Please match each fund with its corresponding ownership zone:

a. Al Frank Fund b. Fidelity Low-Priced Stock c. Vanguard Total Stock Market

 

1. 2. 3.

 

If you thought Fidelity’s Low-Priced is represented by image #1, you get a point. If you thought Vanguard’s Total Stock Market index is represented by index #3, you’re wrong. Terribly wrong. Image #3 represents a picture of the Al Frank Fund’s holdings.

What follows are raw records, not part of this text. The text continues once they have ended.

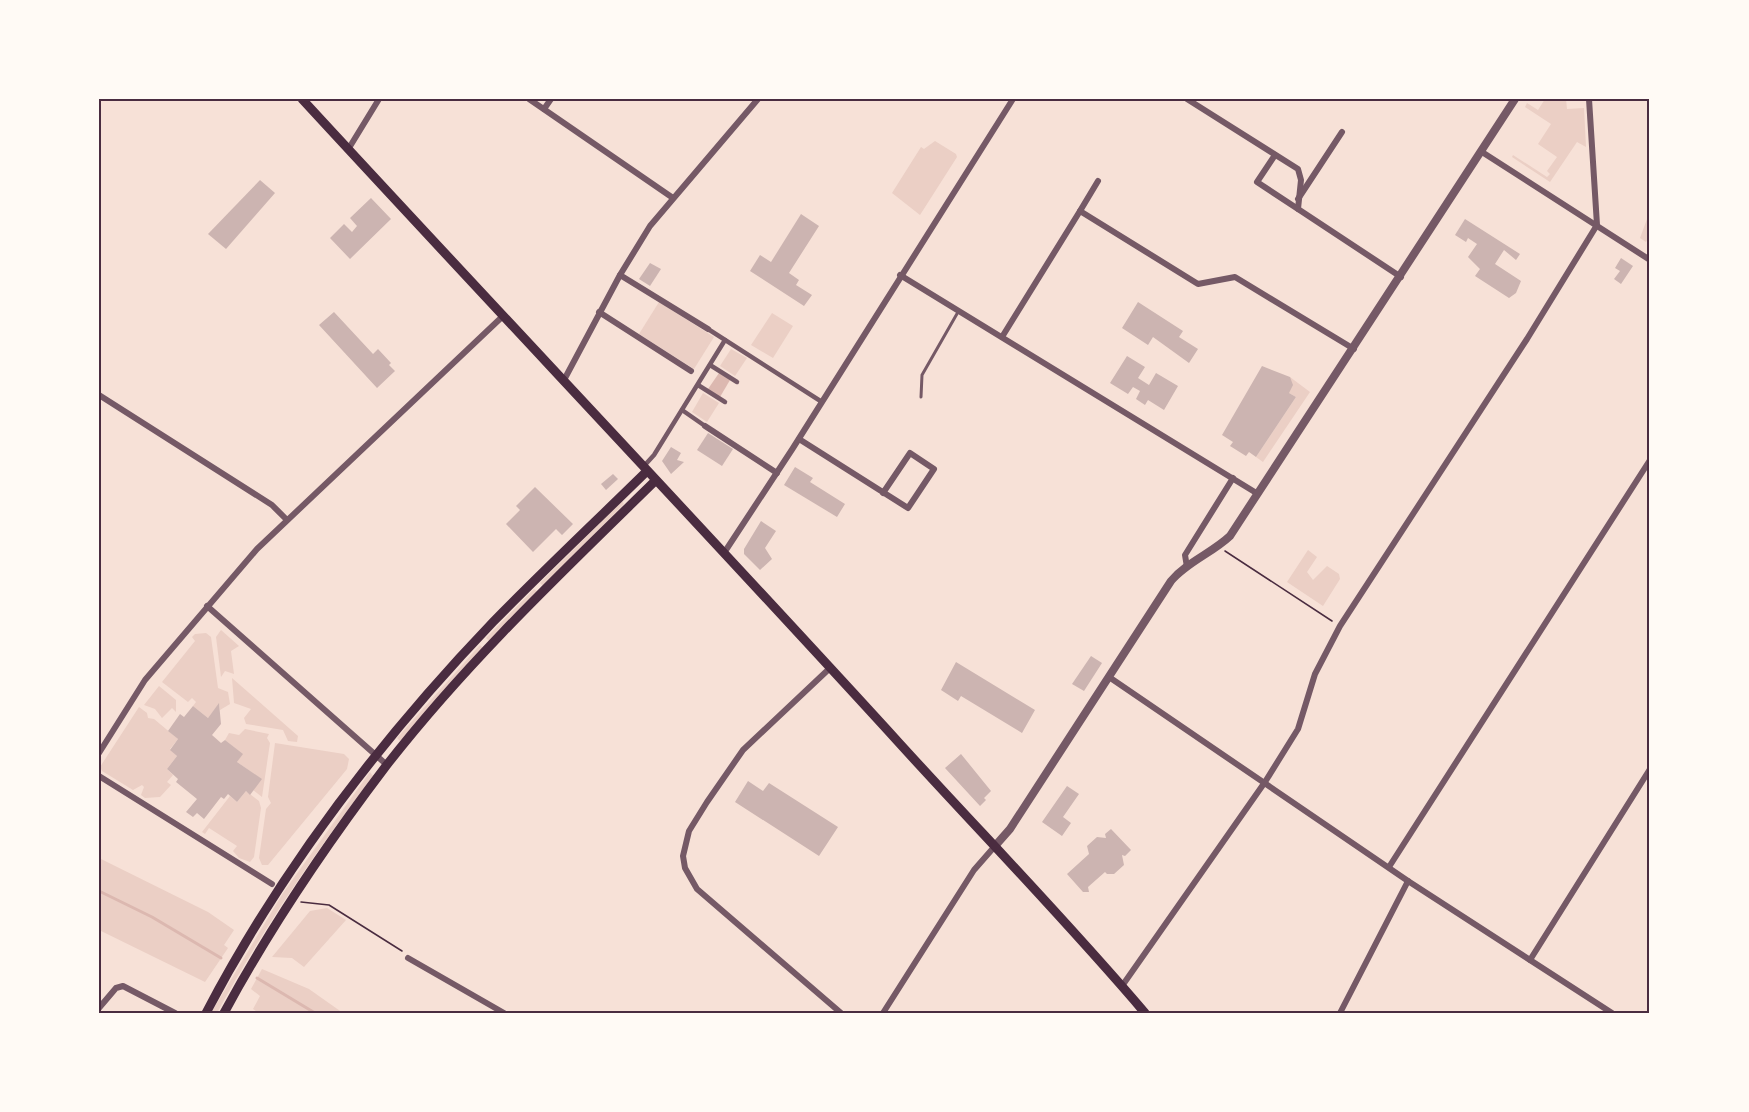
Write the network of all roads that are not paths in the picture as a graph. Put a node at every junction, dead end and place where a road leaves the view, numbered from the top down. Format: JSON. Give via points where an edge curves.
{"nodes":[{"id":1,"x":302,"y":99,"type":"edge"},
{"id":2,"x":379,"y":99,"type":"edge"},
{"id":3,"x":529,"y":99,"type":"edge"},
{"id":4,"x":551,"y":99,"type":"edge"},
{"id":5,"x":758,"y":99,"type":"edge"},
{"id":6,"x":1012,"y":99,"type":"edge"},
{"id":7,"x":1187,"y":99,"type":"edge"},
{"id":8,"x":1515,"y":99,"type":"edge"},
{"id":9,"x":1589,"y":99,"type":"edge"},
{"id":10,"x":544,"y":109,"type":"junction"},
{"id":11,"x":1342,"y":132,"type":"dead end"},
{"id":12,"x":348,"y":148,"type":"junction"},
{"id":13,"x":1482,"y":152,"type":"junction"},
{"id":14,"x":1275,"y":155,"type":"junction"},
{"id":15,"x":1098,"y":181,"type":"dead end"},
{"id":16,"x":673,"y":198,"type":"junction"},
{"id":17,"x":1298,"y":200,"type":"junction"},
{"id":18,"x":1298,"y":209,"type":"junction"},
{"id":19,"x":1080,"y":212,"type":"junction"},
{"id":20,"x":1597,"y":225,"type":"junction"},
{"id":21,"x":1650,"y":260,"type":"edge"},
{"id":22,"x":620,"y":275,"type":"junction"},
{"id":23,"x":900,"y":275,"type":"junction"},
{"id":24,"x":1401,"y":277,"type":"junction"},
{"id":25,"x":959,"y":310,"type":"junction"},
{"id":26,"x":599,"y":312,"type":"junction"},
{"id":27,"x":503,"y":316,"type":"junction"},
{"id":28,"x":708,"y":329,"type":"joint"},
{"id":29,"x":1002,"y":337,"type":"junction"},
{"id":30,"x":725,"y":340,"type":"junction"},
{"id":31,"x":1354,"y":349,"type":"junction"},
{"id":32,"x":710,"y":365,"type":"junction"},
{"id":33,"x":691,"y":370,"type":"joint"},
{"id":34,"x":702,"y":378,"type":"junction"},
{"id":35,"x":564,"y":380,"type":"junction"},
{"id":36,"x":737,"y":382,"type":"dead end"},
{"id":37,"x":698,"y":385,"type":"junction"},
{"id":38,"x":99,"y":395,"type":"edge"},
{"id":39,"x":921,"y":397,"type":"dead end"},
{"id":40,"x":725,"y":402,"type":"dead end"},
{"id":41,"x":822,"y":402,"type":"junction"},
{"id":42,"x":682,"y":410,"type":"junction"},
{"id":43,"x":705,"y":426,"type":"joint"},
{"id":44,"x":799,"y":439,"type":"junction"},
{"id":45,"x":1650,"y":460,"type":"edge"},
{"id":46,"x":644,"y":470,"type":"junction"},
{"id":47,"x":777,"y":474,"type":"junction"},
{"id":48,"x":1233,"y":478,"type":"junction"},
{"id":49,"x":655,"y":481,"type":"junction"},
{"id":50,"x":883,"y":493,"type":"junction"},
{"id":51,"x":1258,"y":494,"type":"junction"},
{"id":52,"x":287,"y":520,"type":"junction"},
{"id":53,"x":724,"y":553,"type":"junction"},
{"id":54,"x":1187,"y":567,"type":"junction"},
{"id":55,"x":207,"y":606,"type":"junction"},
{"id":56,"x":479,"y":638,"type":"junction"},
{"id":57,"x":490,"y":648,"type":"junction"},
{"id":58,"x":831,"y":668,"type":"junction"},
{"id":59,"x":1109,"y":677,"type":"junction"},
{"id":60,"x":99,"y":753,"type":"edge"},
{"id":61,"x":376,"y":756,"type":"junction"},
{"id":62,"x":387,"y":765,"type":"junction"},
{"id":63,"x":1650,"y":769,"type":"edge"},
{"id":64,"x":99,"y":776,"type":"edge"},
{"id":65,"x":1265,"y":782,"type":"junction"},
{"id":66,"x":995,"y":846,"type":"junction"},
{"id":67,"x":1389,"y":867,"type":"junction"},
{"id":68,"x":1408,"y":881,"type":"junction"},
{"id":69,"x":272,"y":884,"type":"dead end"},
{"id":70,"x":408,"y":958,"type":"road end"},
{"id":71,"x":1530,"y":960,"type":"junction"},
{"id":72,"x":1122,"y":986,"type":"junction"},
{"id":73,"x":99,"y":1008,"type":"edge"},
{"id":74,"x":175,"y":1013,"type":"edge"},
{"id":75,"x":206,"y":1013,"type":"edge"},
{"id":76,"x":224,"y":1013,"type":"edge"},
{"id":77,"x":504,"y":1013,"type":"edge"},
{"id":78,"x":841,"y":1013,"type":"edge"},
{"id":79,"x":883,"y":1013,"type":"edge"},
{"id":80,"x":1145,"y":1013,"type":"edge"},
{"id":81,"x":1340,"y":1013,"type":"edge"},
{"id":82,"x":1612,"y":1013,"type":"edge"}],
"edges":[{"from":1,"to":12,"type":"main road"},
{"from":2,"to":12,"type":"street"},
{"from":3,"to":10,"type":"street"},
{"from":4,"to":10,"type":"street"},
{"from":5,"to":16,"type":"street"},
{"from":6,"to":23,"type":"street"},
{"from":7,"to":14,"type":"street"},
{"from":8,"to":13,"type":"street"},
{"from":9,"to":20,"type":"street"},
{"from":10,"to":16,"type":"street"},
{"from":11,"to":17,"type":"street"},
{"from":12,"to":27,"type":"main road"},
{"from":13,"to":20,"type":"street"},
{"from":13,"to":24,"type":"street"},
{"from":14,"to":17,"type":"street","via":[[1301,174]]},
{"from":14,"to":18,"type":"street","via":[[1257,182]]},
{"from":15,"to":19,"type":"street"},
{"from":16,"to":22,"type":"street","via":[[650,226]]},
{"from":17,"to":18,"type":"street"},
{"from":18,"to":24,"type":"street"},
{"from":19,"to":29,"type":"street"},
{"from":19,"to":31,"type":"street","via":[[1198,284],[1235,277]]},
{"from":20,"to":21,"type":"street"},
{"from":20,"to":65,"type":"street","via":[[1340,626],[1315,674],[1298,729]]},
{"from":22,"to":26,"type":"street"},
{"from":22,"to":28,"type":"street"},
{"from":23,"to":25,"type":"street"},
{"from":23,"to":41,"type":"street"},
{"from":24,"to":31,"type":"street"},
{"from":25,"to":29,"type":"street"},
{"from":25,"to":39,"type":"lane","via":[[922,375]]},
{"from":26,"to":33,"type":"street"},
{"from":26,"to":35,"type":"street"},
{"from":27,"to":35,"type":"main road"},
{"from":27,"to":52,"type":"street"},
{"from":28,"to":30,"type":"street"},
{"from":29,"to":48,"type":"street"},
{"from":30,"to":32,"type":"street"},
{"from":30,"to":41,"type":"street"},
{"from":31,"to":51,"type":"street"},
{"from":32,"to":34,"type":"street"},
{"from":32,"to":36,"type":"street"},
{"from":33,"to":34,"type":"street"},
{"from":34,"to":37,"type":"street"},
{"from":35,"to":46,"type":"main road"},
{"from":37,"to":40,"type":"street"},
{"from":37,"to":42,"type":"street"},
{"from":38,"to":52,"type":"street","via":[[272,505]]},
{"from":41,"to":44,"type":"street"},
{"from":42,"to":43,"type":"street"},
{"from":42,"to":46,"type":"street"},
{"from":43,"to":47,"type":"street"},
{"from":44,"to":47,"type":"street"},
{"from":44,"to":50,"type":"street"},
{"from":45,"to":67,"type":"street"},
{"from":46,"to":49,"type":"main road"},
{"from":46,"to":56,"type":"main road"},
{"from":47,"to":53,"type":"street"},
{"from":48,"to":51,"type":"street"},
{"from":48,"to":54,"type":"street","via":[[1185,555]]},
{"from":49,"to":53,"type":"main road"},
{"from":49,"to":57,"type":"main road"},
{"from":50,"to":50,"type":"street","via":[[908,508],[934,468],[910,453]]},
{"from":51,"to":54,"type":"street","via":[[1230,536]]},
{"from":52,"to":55,"type":"street"},
{"from":53,"to":58,"type":"main road"},
{"from":54,"to":59,"type":"street","via":[[1171,581]]},
{"from":55,"to":60,"type":"street","via":[[145,680]]},
{"from":55,"to":61,"type":"street"},
{"from":56,"to":57,"type":"main road"},
{"from":56,"to":61,"type":"main road"},
{"from":57,"to":62,"type":"main road"},
{"from":58,"to":66,"type":"main road"},
{"from":58,"to":78,"type":"street","via":[[743,750],[689,831],[683,856],[689,878],[697,889]]},
{"from":59,"to":65,"type":"street"},
{"from":59,"to":66,"type":"street","via":[[1010,830]]},
{"from":61,"to":62,"type":"street"},
{"from":61,"to":75,"type":"main road","via":[[284,881]]},
{"from":62,"to":76,"type":"main road","via":[[277,921]]},
{"from":63,"to":71,"type":"street"},
{"from":64,"to":69,"type":"street"},
{"from":65,"to":67,"type":"street"},
{"from":65,"to":72,"type":"street"},
{"from":66,"to":72,"type":"main road"},
{"from":66,"to":79,"type":"street","via":[[954,899]]},
{"from":67,"to":68,"type":"street"},
{"from":68,"to":71,"type":"street"},
{"from":68,"to":81,"type":"street"},
{"from":70,"to":77,"type":"street"},
{"from":71,"to":82,"type":"street"},
{"from":72,"to":80,"type":"main road"},
{"from":73,"to":74,"type":"street","via":[[116,988],[123,987]]}]}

For a fund whose ticker is VALUX, you might imagine . . . well, you know, “value” stocks in the portfolio. And while Mr. Buckingham thinks of himself as a value investor, he is wary of letting his portfolio get anchored merely to traditional value sectors like financials and utilities (the latter of which, by the way, he does not own). He argues that non-traditional realms, like tech, can offer good – and occasionally spectacular – values which are missed when you stick strictly to traditional valuation metrics. He argues that tech firms (the subject of his TechValue Report) might have no earnings but nonetheless represent legitimate “value” investments if the business shows evidence of substantial growth potential and the available valuations are at the low end of their historic ranges. He write:

In short, we seek bargains wherever they reside. If Blue-Chips seem cheap, we buy them. If technology stocks appear undervalued, we snap them up. We believe that limiting our investment universe by market-cap or value-versus-growth distinctions likely will serve only to limit our potential returns.

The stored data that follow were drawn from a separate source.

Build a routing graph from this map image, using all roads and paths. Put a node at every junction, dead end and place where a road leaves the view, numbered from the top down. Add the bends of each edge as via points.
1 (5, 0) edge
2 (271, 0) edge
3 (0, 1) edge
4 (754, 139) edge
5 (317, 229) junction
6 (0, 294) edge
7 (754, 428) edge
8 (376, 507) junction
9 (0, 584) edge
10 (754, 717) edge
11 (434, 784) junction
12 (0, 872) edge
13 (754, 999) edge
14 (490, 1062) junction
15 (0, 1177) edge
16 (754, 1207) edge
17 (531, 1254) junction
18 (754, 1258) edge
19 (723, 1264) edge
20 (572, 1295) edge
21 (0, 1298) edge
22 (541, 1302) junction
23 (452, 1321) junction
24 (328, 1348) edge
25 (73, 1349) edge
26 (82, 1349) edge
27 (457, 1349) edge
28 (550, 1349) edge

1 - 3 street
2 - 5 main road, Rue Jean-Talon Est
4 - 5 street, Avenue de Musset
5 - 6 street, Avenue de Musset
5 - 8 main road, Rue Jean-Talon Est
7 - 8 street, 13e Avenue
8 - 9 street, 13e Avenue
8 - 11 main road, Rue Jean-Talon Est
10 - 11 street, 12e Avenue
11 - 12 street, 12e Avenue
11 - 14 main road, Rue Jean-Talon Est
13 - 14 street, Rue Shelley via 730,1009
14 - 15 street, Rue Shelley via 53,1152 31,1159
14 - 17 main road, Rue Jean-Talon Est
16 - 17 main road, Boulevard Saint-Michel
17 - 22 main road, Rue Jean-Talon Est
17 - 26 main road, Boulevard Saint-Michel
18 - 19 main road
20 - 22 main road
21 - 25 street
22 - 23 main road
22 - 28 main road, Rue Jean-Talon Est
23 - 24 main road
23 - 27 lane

As new money comes (slowly, he grumps) into the fund, Mr. Buckingham rebalances the portfolio by investing in the new names with the most compelling valuations rather than adding to his existing positions. He argues that having a sprawling portfolio offers the best prospect for long-term success, in part because much of a portfolio’s gain is driven by a relative handful of wildly successful investments. Since it’s hard to predict which invest will be spectacular as opposed to merely “good” and since something like a third of any good investor’s choices “simply don’t work out,” he holds “200 or more stocks in our Funds, to improve our chances of owning those rare few stocks that everyone wishes they’d noticed earlier. This disciplined approach makes it possible for us to put patience – perhaps the most elusive of investment qualities – to work.” Skeptics might recall that Joel Tillinghast, on the short list of the best investment managers ever to work for Fidelity, consistently holds 700 or more stocks in his Fidelity Low-Priced Stock (FLPSX) portfolio. That’s complemented by the fact that Mr. Buckingham’s newsletter, “The Prudent Speculator has evolved to become the #1 newsletter as ranked by The Hulbert Financial Digest in its fifteen-, twenty- and twenty-five-year categories for total return performance through May 31, 2007.”

Over the decade of Al Frank fund’s existence, it’s landed in the top 2% of its peer group clocking in with annual returns of 12.7%, which tops the S&P500 and its mid-cap blend peer group by about 5% a year. Its absolute returns over the past five years – 19% annually – are stronger while its relative returns and about the same as for the longer period. The headache for investors comes in the pattern of year-to-year performance that leads to those strong, long-term numbers.

 


Year


Peer Group Ranking


2001


Top 10%


2002


Bottom 10%


2003


Top 10%


2004


Bottom 10%


2005


Top 10%


2006


Bottom 10%


2007


Just below average

 

On whole, that pattern doesn’t bother him. Citing Warren Buffett’s famous dictum, “At Berkshire, we would rather earn a lumpy 15% over time than a smooth 12%,” Mr. Buckingham takes lumpiness as an inevitable consequence of independent thinking.

Bottom Line

Al Frank definitely offers lumpy returns. The manager neither aspires to nor achieves smoothly mediocre results. He tends to make a lot of money for his investors, but punctuates periods of stout returns with periods where a good glass of stout might be called for. For folks willing to take the bad with the good, they’ve got access to a strong track record and devoutly original thinking.